Nectar is stored and consumed.

Honeybees drink nectar into their proboscis (a straw-like mouth), which is stored in the primary part of their stomach, known as the proventriculus. An enzyme called invertase breaks down the sucrose into glucose, a more basic sugar, and fructose molecules. Other enzymes increase the acidity of nectar, which assists in killing bacteria.

Bees buzzing and busy

You’ve probably heard about the most crucial ingredient for making honey flowers.

A bee colony can visit 50 million flowers daily and as many as 60,000 bees within each colony. They’re not called busy bees to be used for nothing!

Honey bees work in a group to decide on the most beautiful flowers. They communicate through noises, bumps, and even dance movements known as the waggle dance.

HOW HONEY IS MADE

Why do bees produce honey?

Honey bees gather nectar to make honey and store it as food as it provides the energy required by the bees’ muscles for flight and helps to heat the hive during the winter. Honey bees can produce more honey than the colony demands, so beekeepers must collect the surplus and bottle it.

Honey: a portion of healthy food for everyone, bees, humans, and bee

Since nectar is derived in the form of flowers, it is possible to find various kinds of honey with different shades, scents, flavors, and colors. Specific jars of honey can be used to treat ailments.

Bees also don’t only collect nectar for honey. When they visit flowers, they also collect pollen, a good protein source that keeps them strong and healthy.

Pollen is a powder that flowering plants, grasses, and trees produce (and need to spread) to let other plants grow around them. Pollen spreads in different ways, like being blown about by air or transported between two of the same plants by insects.

By transferring pollen among flowers, bees can also pollinate flowers. They often transform into seeds of the fruits and nuts that we eat. Bees pollinate about one-third of the food we consume.

ADDITIONAL RESOURCES

There is more information on honeybees’ various roles and the background of honeybee production on the University of Arkansas System (Division of Agriculture) website(opens in a new tab).
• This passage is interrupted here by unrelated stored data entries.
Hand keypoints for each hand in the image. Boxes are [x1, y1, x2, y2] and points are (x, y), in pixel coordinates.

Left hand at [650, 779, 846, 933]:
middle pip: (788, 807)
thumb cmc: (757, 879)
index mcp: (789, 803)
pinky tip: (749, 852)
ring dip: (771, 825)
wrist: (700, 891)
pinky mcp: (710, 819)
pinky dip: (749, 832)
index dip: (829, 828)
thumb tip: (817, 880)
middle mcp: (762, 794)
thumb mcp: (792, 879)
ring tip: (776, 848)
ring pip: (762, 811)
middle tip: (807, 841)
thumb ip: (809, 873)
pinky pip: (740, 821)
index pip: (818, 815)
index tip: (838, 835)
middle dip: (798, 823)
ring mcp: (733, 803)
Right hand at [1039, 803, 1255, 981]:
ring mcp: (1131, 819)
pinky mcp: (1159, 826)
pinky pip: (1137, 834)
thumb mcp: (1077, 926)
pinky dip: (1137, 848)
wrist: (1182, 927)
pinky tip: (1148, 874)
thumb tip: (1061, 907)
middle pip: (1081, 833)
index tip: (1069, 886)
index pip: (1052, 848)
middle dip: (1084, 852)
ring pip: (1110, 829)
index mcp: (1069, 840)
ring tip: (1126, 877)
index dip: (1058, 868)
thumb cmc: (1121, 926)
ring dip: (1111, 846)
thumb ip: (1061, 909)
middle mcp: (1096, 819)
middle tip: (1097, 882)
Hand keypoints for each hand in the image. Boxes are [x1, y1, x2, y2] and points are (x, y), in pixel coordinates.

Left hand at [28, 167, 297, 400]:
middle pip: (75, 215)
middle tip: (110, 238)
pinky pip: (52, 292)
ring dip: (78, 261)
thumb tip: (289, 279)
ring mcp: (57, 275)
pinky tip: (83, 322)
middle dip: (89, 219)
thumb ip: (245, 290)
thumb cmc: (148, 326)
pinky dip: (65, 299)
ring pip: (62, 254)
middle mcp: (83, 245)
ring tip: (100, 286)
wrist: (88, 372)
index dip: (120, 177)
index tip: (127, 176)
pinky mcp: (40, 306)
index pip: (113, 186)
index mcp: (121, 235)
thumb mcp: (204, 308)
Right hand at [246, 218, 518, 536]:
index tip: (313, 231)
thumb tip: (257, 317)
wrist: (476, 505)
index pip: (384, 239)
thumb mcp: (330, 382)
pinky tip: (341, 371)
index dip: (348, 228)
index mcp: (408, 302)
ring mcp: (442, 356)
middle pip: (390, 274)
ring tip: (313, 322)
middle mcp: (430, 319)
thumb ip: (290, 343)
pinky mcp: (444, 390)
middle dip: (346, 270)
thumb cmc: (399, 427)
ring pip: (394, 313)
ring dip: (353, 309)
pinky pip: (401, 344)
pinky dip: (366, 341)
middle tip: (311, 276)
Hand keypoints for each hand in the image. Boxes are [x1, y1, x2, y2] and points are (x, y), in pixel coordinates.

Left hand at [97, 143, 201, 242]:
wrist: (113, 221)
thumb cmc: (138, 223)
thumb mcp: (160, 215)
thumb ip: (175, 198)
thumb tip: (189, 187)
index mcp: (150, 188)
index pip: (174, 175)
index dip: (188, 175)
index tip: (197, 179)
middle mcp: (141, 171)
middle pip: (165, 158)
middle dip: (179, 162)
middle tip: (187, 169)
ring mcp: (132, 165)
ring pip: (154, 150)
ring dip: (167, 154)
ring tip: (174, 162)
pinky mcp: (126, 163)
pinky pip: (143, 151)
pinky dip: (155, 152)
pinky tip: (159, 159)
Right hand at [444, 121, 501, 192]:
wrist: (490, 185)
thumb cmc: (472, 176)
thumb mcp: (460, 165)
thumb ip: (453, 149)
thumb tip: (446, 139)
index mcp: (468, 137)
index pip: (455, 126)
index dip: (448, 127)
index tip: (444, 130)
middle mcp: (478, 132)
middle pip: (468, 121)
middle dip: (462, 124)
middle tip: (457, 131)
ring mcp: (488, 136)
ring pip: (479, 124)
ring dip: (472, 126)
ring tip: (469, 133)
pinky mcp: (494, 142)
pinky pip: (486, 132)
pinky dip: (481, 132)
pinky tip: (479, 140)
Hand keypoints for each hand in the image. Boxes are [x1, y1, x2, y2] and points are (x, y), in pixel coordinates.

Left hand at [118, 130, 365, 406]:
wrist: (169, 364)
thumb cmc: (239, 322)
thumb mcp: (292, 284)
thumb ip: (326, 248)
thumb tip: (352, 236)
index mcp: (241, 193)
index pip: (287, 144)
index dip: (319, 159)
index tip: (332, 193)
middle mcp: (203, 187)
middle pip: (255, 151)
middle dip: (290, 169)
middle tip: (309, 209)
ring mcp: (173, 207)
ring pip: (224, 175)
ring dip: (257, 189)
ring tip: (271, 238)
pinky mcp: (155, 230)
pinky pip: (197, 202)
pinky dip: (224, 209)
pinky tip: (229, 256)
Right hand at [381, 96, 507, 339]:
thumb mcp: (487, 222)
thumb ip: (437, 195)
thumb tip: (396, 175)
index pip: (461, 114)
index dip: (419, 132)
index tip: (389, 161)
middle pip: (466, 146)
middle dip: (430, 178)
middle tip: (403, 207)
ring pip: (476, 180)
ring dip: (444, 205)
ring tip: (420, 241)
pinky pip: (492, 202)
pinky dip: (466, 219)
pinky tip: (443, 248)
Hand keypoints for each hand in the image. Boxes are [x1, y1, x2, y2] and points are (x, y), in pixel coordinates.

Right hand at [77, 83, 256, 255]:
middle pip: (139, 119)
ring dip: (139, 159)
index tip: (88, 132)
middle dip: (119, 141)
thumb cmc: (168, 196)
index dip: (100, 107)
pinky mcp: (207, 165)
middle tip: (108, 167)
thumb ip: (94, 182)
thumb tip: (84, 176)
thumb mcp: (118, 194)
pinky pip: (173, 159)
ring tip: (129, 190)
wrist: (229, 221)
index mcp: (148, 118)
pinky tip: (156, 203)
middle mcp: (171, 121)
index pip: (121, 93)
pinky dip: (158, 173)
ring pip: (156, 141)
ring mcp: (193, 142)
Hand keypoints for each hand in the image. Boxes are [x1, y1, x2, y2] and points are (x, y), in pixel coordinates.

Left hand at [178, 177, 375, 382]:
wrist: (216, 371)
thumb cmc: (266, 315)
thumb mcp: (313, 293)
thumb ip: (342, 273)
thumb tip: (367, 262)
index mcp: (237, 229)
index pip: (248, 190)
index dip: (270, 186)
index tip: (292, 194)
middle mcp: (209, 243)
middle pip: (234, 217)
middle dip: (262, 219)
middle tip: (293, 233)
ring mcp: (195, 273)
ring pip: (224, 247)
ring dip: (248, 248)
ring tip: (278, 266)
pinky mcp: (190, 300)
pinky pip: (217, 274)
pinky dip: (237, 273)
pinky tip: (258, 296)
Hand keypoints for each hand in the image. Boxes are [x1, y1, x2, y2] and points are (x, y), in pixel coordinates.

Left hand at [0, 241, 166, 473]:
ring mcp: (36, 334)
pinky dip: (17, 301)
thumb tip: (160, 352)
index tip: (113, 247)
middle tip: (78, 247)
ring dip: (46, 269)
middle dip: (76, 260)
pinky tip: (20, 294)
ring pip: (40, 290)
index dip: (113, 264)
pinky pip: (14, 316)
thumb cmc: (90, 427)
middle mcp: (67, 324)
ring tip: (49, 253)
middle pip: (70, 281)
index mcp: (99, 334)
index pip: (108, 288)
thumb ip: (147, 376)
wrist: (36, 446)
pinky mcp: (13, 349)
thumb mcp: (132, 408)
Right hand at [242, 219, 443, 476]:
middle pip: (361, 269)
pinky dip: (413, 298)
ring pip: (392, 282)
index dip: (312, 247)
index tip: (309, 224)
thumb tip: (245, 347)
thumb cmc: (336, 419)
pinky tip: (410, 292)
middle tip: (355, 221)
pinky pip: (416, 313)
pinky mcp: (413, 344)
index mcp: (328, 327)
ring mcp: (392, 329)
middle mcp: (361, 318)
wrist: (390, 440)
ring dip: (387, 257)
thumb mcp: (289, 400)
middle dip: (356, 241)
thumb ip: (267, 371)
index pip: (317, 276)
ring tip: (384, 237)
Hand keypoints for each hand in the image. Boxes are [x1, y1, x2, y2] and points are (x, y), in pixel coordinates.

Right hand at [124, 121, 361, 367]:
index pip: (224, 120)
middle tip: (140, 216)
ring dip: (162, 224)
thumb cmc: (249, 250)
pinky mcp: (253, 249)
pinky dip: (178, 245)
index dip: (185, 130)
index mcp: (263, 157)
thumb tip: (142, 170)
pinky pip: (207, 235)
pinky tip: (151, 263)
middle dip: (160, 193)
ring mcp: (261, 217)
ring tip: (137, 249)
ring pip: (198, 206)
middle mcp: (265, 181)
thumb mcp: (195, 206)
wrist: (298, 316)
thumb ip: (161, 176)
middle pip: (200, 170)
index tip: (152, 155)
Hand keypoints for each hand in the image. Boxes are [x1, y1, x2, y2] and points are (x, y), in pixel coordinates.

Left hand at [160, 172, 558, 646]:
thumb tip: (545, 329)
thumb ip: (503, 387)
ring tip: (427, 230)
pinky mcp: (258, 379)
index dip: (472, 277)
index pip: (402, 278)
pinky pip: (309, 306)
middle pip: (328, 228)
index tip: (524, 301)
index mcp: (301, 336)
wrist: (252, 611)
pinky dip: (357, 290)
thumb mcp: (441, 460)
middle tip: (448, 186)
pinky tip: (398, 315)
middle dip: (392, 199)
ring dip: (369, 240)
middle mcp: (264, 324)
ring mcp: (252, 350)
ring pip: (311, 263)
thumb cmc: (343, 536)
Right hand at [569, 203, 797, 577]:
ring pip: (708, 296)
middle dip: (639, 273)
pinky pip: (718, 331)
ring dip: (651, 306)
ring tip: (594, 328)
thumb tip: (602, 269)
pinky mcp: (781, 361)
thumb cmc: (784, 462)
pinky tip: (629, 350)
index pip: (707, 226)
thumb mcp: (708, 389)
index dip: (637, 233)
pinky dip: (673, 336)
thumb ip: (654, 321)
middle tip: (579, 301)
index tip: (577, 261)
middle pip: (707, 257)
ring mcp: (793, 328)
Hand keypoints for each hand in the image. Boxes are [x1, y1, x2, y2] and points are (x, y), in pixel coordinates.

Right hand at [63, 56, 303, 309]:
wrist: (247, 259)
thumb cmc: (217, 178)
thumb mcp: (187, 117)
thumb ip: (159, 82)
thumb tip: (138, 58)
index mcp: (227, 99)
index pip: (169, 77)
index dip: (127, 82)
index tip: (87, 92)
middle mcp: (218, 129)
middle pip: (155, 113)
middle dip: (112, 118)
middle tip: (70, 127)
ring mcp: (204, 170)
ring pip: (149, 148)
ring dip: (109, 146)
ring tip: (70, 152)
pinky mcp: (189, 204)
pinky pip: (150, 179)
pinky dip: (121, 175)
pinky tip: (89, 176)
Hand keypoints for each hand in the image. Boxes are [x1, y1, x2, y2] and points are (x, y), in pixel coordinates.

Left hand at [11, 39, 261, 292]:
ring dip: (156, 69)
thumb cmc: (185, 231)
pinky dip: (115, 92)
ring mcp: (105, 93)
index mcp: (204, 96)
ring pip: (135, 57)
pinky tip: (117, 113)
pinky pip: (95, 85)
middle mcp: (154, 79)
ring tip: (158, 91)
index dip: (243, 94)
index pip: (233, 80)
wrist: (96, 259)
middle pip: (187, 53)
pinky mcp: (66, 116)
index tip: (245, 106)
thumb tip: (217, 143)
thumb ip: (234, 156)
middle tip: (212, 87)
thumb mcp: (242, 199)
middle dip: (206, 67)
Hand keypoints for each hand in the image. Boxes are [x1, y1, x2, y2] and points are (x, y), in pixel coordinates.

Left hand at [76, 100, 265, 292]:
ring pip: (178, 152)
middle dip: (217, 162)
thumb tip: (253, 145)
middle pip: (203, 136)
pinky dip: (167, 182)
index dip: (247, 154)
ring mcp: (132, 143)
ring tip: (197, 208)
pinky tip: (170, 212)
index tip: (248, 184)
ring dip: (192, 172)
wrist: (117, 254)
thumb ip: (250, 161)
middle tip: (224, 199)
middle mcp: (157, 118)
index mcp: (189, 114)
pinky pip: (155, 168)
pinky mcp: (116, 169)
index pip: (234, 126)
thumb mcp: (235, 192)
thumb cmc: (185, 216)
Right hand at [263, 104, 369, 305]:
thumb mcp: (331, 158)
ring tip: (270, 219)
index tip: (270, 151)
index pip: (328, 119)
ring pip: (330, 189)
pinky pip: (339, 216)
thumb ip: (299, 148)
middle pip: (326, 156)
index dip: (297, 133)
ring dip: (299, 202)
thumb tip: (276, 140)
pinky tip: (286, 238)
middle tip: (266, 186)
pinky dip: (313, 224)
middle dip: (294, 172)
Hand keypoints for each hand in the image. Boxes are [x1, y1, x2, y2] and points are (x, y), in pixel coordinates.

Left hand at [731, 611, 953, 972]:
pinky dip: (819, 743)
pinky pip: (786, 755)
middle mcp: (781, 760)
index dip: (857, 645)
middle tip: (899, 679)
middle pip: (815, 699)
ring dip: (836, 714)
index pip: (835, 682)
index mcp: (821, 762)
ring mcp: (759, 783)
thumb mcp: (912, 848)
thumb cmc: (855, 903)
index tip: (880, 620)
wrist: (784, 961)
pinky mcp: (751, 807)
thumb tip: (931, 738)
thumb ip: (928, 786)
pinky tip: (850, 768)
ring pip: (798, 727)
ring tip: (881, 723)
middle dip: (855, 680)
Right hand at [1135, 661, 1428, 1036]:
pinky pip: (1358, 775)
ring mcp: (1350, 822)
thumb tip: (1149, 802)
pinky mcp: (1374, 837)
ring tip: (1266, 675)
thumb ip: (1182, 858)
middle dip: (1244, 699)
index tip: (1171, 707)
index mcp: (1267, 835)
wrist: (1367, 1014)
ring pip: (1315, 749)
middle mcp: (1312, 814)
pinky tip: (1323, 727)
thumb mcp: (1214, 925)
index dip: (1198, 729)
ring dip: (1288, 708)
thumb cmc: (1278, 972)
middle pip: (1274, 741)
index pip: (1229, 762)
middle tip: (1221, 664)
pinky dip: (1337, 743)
In addition, to find out the nutritional benefits of honey, visit the European Food Information Council (EUFIC) website(opens in a new tab).

The honeycomb cell is sealed.

After the honey is dried enough to be sealed, bees seal the honeycomb cells with wax, making it airtight, keeping in all the goodness.

The bees utilize the stored honey to nourish themselves in the winter months. They combine it with pollen to create “bee-bread,” that they feed their children.

While honeybees can produce more than they require, beekeepers should be aware not to take too much, or the bees may become starving. It’s always recommended to determine the source of your honey—ethical beekeepers love their honey and adhere to ethical practices.